» EXERCISE
Using only the entries below, output the lines starting at the one containing "thumb tip: (473, 292)" and ending at the one containing "pinky mcp: (278, 214)", exactly and inclusive of both, omitting the pictures.

━━━━━━━━━━━━━━━━━━━━━━━━━━━━━━

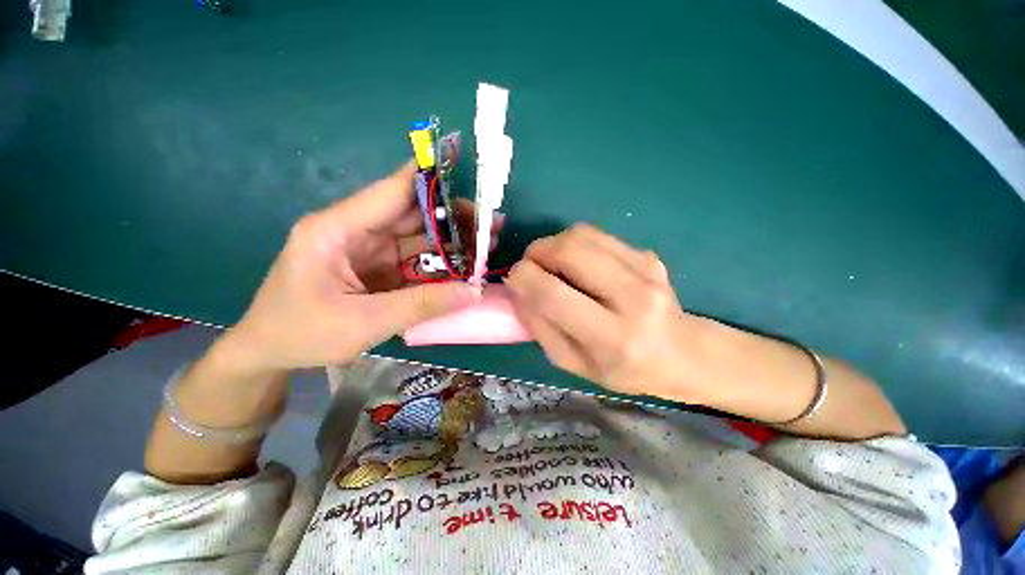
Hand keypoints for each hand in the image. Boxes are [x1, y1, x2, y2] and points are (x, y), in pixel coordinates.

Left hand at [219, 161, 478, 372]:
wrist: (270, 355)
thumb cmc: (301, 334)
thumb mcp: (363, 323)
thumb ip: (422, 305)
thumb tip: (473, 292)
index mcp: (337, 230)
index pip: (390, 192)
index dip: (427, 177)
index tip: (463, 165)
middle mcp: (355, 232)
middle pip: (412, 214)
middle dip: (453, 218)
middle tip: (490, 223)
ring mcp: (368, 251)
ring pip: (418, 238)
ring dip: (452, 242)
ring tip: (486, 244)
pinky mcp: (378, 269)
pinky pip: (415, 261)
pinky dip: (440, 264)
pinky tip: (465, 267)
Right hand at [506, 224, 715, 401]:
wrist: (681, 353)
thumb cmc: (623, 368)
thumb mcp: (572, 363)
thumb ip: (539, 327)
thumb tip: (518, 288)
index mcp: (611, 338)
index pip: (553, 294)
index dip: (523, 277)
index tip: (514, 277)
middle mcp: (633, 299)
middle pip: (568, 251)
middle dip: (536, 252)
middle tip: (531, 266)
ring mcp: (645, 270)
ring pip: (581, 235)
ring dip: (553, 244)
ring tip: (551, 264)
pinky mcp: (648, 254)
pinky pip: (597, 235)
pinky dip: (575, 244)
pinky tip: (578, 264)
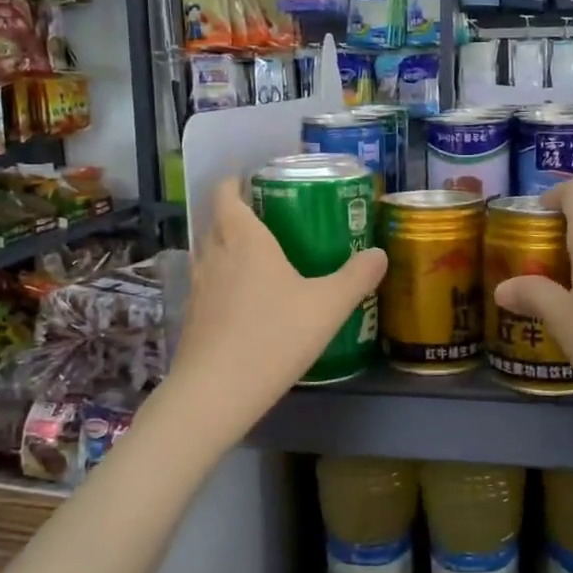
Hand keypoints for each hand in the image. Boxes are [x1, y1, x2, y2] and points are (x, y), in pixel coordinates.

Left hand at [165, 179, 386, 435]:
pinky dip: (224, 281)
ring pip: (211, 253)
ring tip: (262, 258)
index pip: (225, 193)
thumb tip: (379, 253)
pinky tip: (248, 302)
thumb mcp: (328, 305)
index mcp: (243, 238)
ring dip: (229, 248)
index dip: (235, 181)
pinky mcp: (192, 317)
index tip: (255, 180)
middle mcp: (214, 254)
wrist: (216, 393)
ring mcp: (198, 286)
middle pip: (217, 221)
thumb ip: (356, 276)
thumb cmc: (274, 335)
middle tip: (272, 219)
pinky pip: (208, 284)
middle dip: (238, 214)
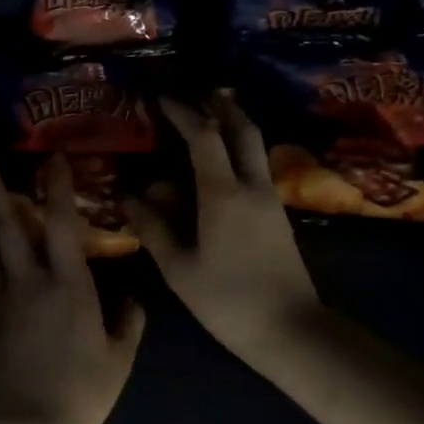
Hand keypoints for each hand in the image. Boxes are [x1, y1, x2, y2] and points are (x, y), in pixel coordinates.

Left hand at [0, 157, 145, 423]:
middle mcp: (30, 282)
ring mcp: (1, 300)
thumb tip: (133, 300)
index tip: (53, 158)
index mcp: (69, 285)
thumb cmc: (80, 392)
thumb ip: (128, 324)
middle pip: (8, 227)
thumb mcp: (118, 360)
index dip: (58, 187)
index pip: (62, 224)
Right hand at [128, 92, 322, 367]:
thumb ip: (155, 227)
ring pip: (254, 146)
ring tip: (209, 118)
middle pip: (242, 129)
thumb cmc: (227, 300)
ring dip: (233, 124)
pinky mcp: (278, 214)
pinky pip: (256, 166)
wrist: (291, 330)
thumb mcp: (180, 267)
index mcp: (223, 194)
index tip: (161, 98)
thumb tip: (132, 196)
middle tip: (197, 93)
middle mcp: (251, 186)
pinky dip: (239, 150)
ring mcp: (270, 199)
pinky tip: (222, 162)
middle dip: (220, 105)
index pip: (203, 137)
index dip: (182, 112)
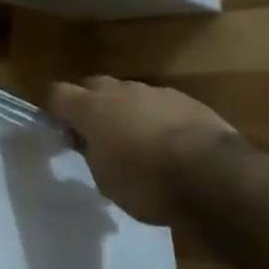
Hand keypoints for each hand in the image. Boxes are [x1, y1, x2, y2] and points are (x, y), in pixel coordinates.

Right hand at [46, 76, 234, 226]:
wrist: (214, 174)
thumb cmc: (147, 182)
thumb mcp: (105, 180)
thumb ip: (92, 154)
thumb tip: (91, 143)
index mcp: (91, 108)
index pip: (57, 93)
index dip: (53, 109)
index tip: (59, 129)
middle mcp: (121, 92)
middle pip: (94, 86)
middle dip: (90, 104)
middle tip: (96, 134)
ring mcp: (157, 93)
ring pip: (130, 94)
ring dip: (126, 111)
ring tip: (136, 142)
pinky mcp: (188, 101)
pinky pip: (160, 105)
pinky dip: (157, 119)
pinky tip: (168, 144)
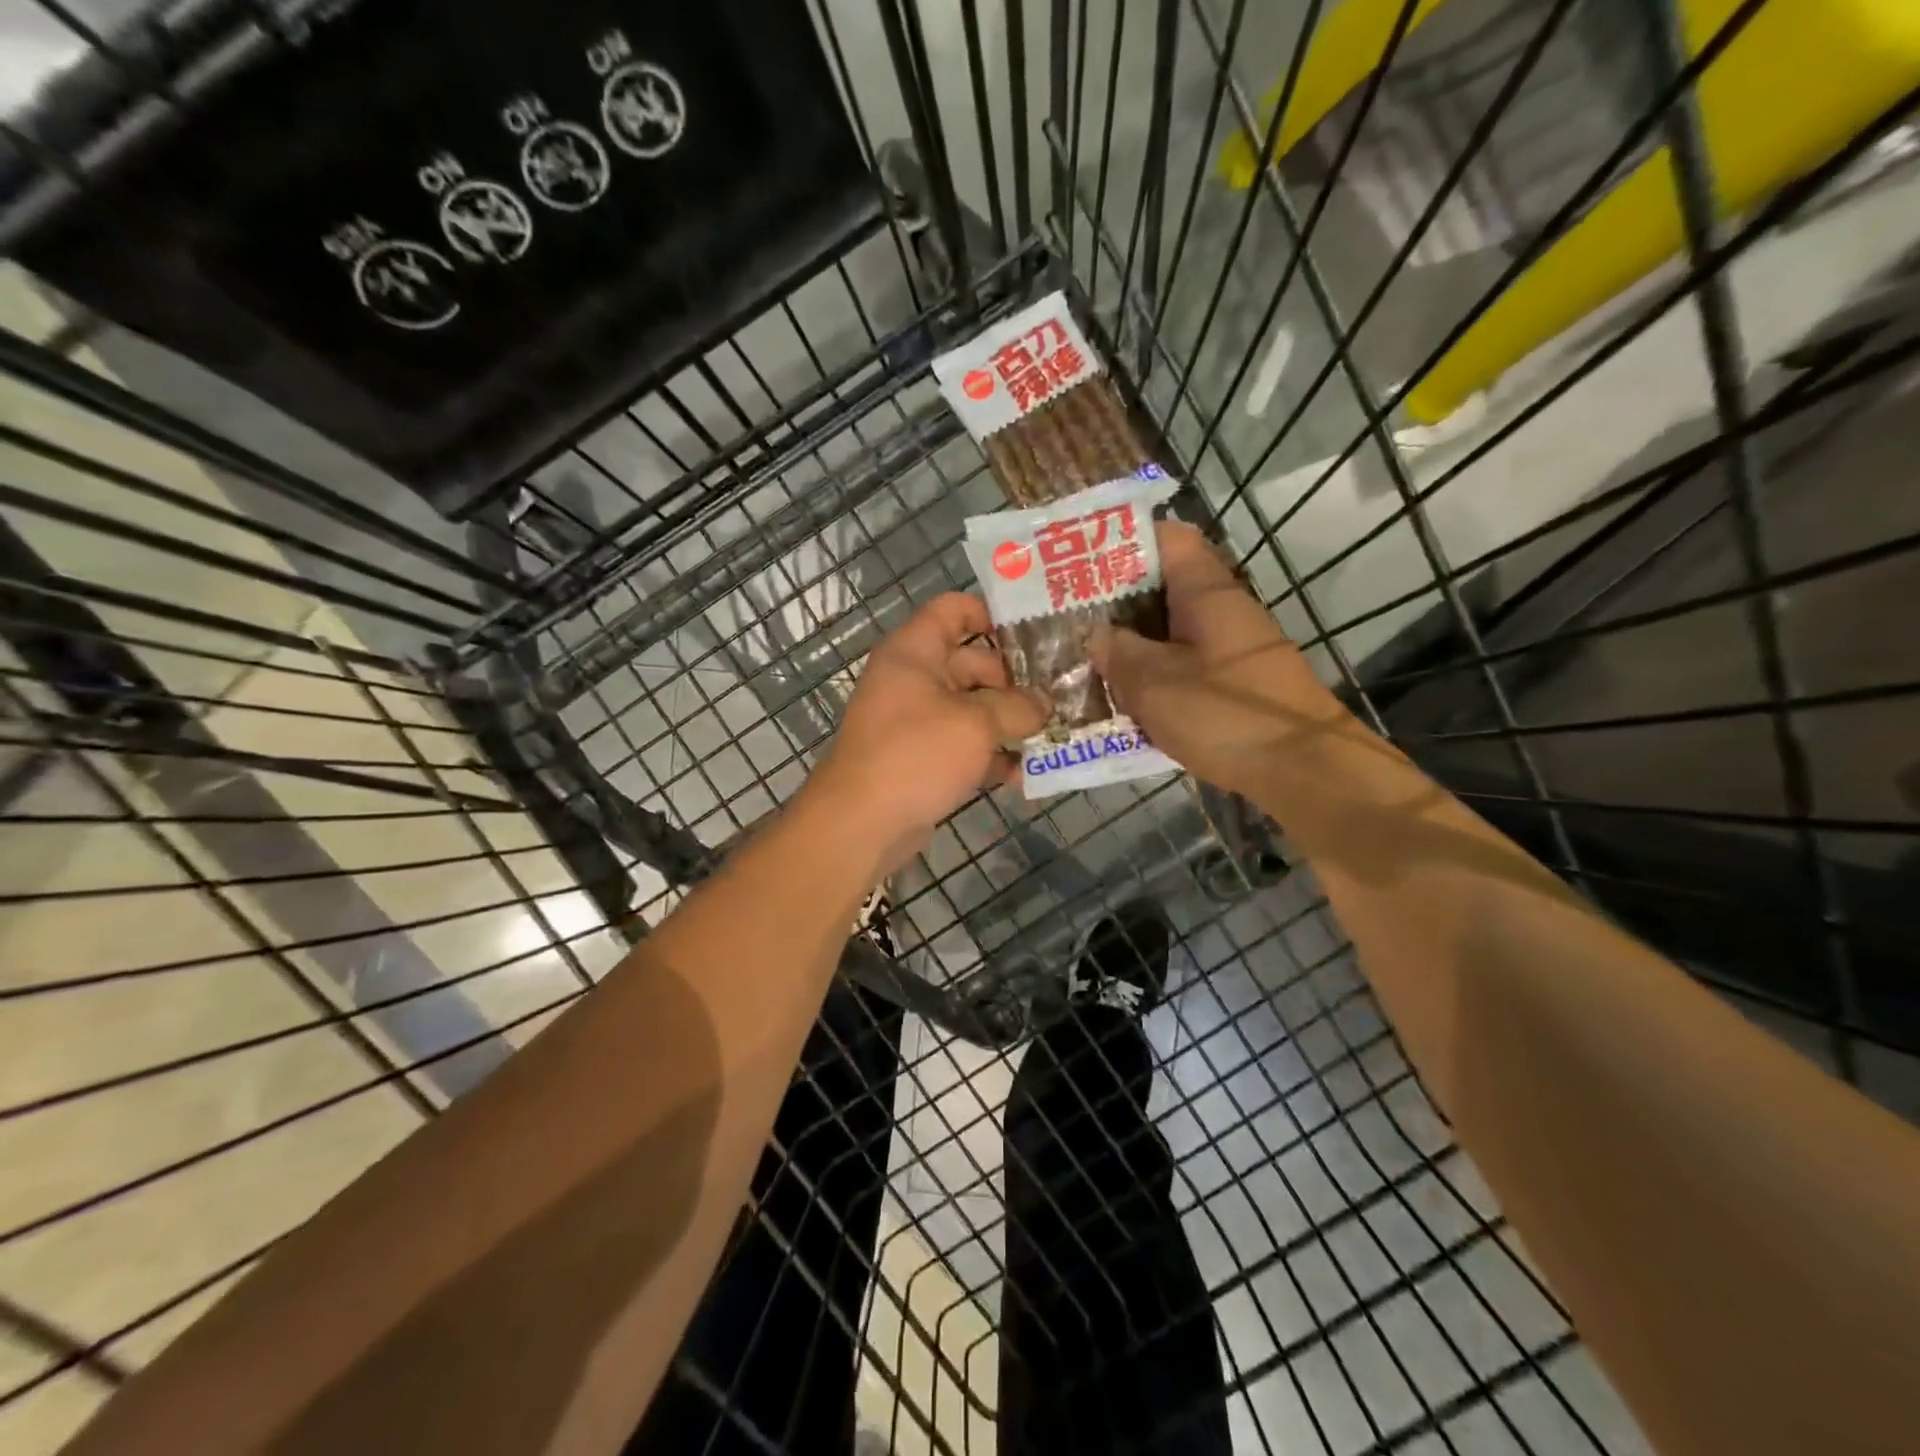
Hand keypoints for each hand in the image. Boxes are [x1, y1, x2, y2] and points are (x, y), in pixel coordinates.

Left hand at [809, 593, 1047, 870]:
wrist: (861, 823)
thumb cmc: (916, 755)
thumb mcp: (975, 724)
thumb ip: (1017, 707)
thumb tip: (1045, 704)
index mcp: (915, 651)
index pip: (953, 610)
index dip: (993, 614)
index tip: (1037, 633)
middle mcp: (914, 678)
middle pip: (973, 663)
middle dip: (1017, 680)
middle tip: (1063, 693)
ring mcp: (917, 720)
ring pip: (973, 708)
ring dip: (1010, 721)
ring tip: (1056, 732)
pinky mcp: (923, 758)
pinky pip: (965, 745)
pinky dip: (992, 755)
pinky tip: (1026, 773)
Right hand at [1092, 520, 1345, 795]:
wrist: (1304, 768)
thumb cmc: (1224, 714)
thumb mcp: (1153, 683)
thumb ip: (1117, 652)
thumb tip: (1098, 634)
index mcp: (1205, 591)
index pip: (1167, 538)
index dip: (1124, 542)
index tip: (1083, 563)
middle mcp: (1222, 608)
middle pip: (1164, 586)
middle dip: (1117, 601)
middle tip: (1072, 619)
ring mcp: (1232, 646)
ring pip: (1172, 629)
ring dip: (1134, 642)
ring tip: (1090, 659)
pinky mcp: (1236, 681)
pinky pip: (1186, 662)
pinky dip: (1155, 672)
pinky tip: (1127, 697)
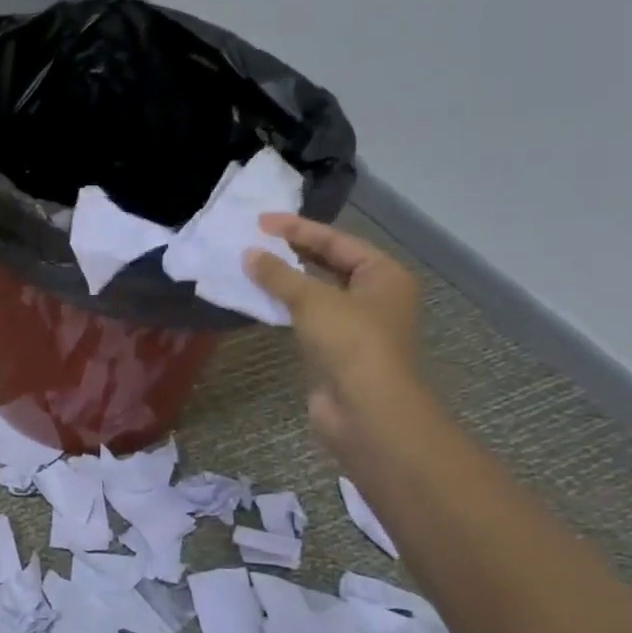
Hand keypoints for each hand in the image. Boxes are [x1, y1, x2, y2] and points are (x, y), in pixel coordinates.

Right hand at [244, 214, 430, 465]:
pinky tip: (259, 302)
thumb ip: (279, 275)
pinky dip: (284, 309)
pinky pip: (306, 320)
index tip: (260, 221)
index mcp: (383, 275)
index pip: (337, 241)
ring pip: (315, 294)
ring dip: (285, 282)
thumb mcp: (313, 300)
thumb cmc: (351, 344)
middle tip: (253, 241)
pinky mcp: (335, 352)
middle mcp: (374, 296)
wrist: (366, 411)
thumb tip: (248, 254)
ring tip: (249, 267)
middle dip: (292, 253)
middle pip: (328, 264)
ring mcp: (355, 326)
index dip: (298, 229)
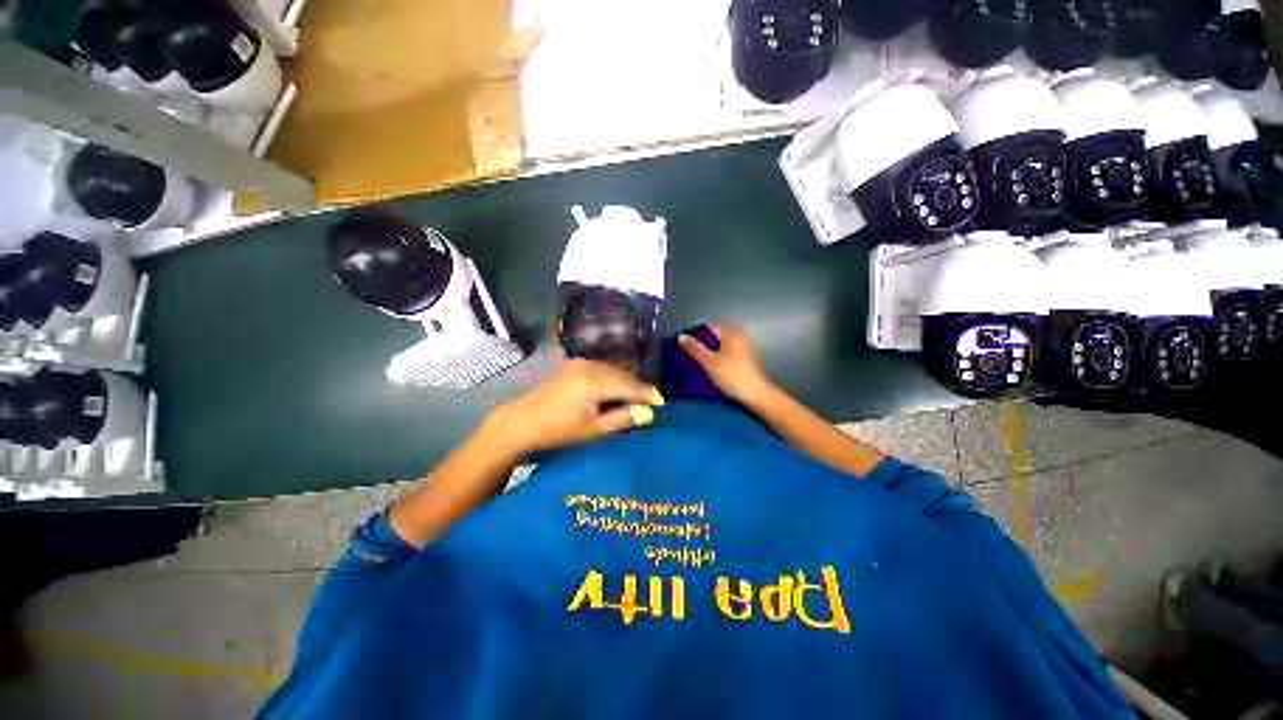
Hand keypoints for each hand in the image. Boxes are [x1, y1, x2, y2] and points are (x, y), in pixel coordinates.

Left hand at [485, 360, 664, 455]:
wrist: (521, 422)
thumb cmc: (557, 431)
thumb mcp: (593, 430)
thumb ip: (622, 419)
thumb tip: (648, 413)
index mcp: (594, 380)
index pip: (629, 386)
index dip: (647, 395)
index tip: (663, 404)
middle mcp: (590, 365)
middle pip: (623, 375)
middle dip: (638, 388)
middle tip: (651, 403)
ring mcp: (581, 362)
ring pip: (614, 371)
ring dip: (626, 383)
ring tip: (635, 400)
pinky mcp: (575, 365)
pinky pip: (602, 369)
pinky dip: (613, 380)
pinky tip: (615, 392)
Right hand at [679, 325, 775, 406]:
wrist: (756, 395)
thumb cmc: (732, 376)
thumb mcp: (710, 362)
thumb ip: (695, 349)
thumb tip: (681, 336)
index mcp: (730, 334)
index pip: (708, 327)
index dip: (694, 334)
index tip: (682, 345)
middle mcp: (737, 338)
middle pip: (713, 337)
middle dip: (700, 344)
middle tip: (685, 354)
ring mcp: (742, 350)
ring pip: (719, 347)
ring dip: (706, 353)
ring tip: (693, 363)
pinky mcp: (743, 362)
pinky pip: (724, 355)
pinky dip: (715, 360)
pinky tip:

━━━━━━━━━━━━━━━━━━━━━━━━━━━━━━

» RESULT FOR THIS EXERCISE
thumb tip: (473, 292)
index mcp: (337, 230)
index pip: (390, 192)
index dip: (427, 177)
index tip: (463, 165)
middle mcp: (355, 232)
middle pip: (412, 214)
middle dip: (453, 218)
middle tip: (490, 223)
ring mcp: (368, 251)
ring pip: (418, 238)
ring dip: (452, 242)
ring tip: (486, 244)
pinky mcp: (378, 269)
pinky pip: (415, 261)
pinky dip: (440, 264)
pinky tip: (465, 267)
Right hand at [506, 224, 715, 401]:
wrist: (681, 353)
thumb cmc: (623, 368)
thumb mcp: (572, 363)
thumb ip: (539, 327)
thumb tip: (518, 288)
index mcp: (611, 338)
index pip: (553, 294)
index dip: (523, 277)
index tip: (514, 277)
middle mcp: (633, 299)
middle pip: (568, 251)
middle dip: (536, 252)
middle tip: (531, 266)
ring mcp: (645, 270)
ring pip: (581, 235)
ring dip: (553, 244)
ring tip: (551, 264)
pinky mcp: (648, 254)
pinky pip: (597, 235)
pinky dip: (575, 244)
pinky tip: (578, 264)
Hand keypoints for each hand in the image. Boxes are [x1, y1, x2, y2] and points are (x, y), in pixel coordinates.

Left hand at [165, 179, 386, 435]:
pinky dip: (224, 281)
ring pip: (211, 253)
ring tip: (262, 258)
index pip: (225, 193)
thumb tip: (379, 253)
pinky tip: (248, 302)
thumb mcp: (328, 305)
index mcp: (243, 238)
ring dip: (229, 248)
index dip: (235, 181)
pinky mcp: (192, 317)
index tip: (255, 180)
middle mcp: (214, 254)
wrist: (216, 393)
ring mcp: (198, 286)
middle pip: (217, 221)
thumb ip: (356, 276)
thumb cmc: (274, 335)
middle tip: (272, 219)
pinky pip: (208, 284)
middle dip: (238, 214)
Hand keypoints for each hand in the image. Boxes are [x1, y1, x2, y2] and points are (x, y), in pixel coordinates.

Left hand at [0, 157, 145, 423]:
middle mcp: (30, 282)
ring mcp: (1, 300)
thumb tip: (133, 300)
index tip: (53, 158)
index mcp: (69, 285)
thumb cmc: (80, 392)
thumb ip: (128, 324)
middle pip: (8, 227)
thumb mcp: (118, 360)
index dip: (58, 187)
index pip: (62, 224)
Right hand at [128, 92, 322, 367]:
thumb ip: (155, 227)
ring pip: (254, 146)
ring tip: (209, 118)
middle pip: (242, 129)
thumb cmc: (227, 300)
ring dip: (233, 124)
pinky mcp: (278, 214)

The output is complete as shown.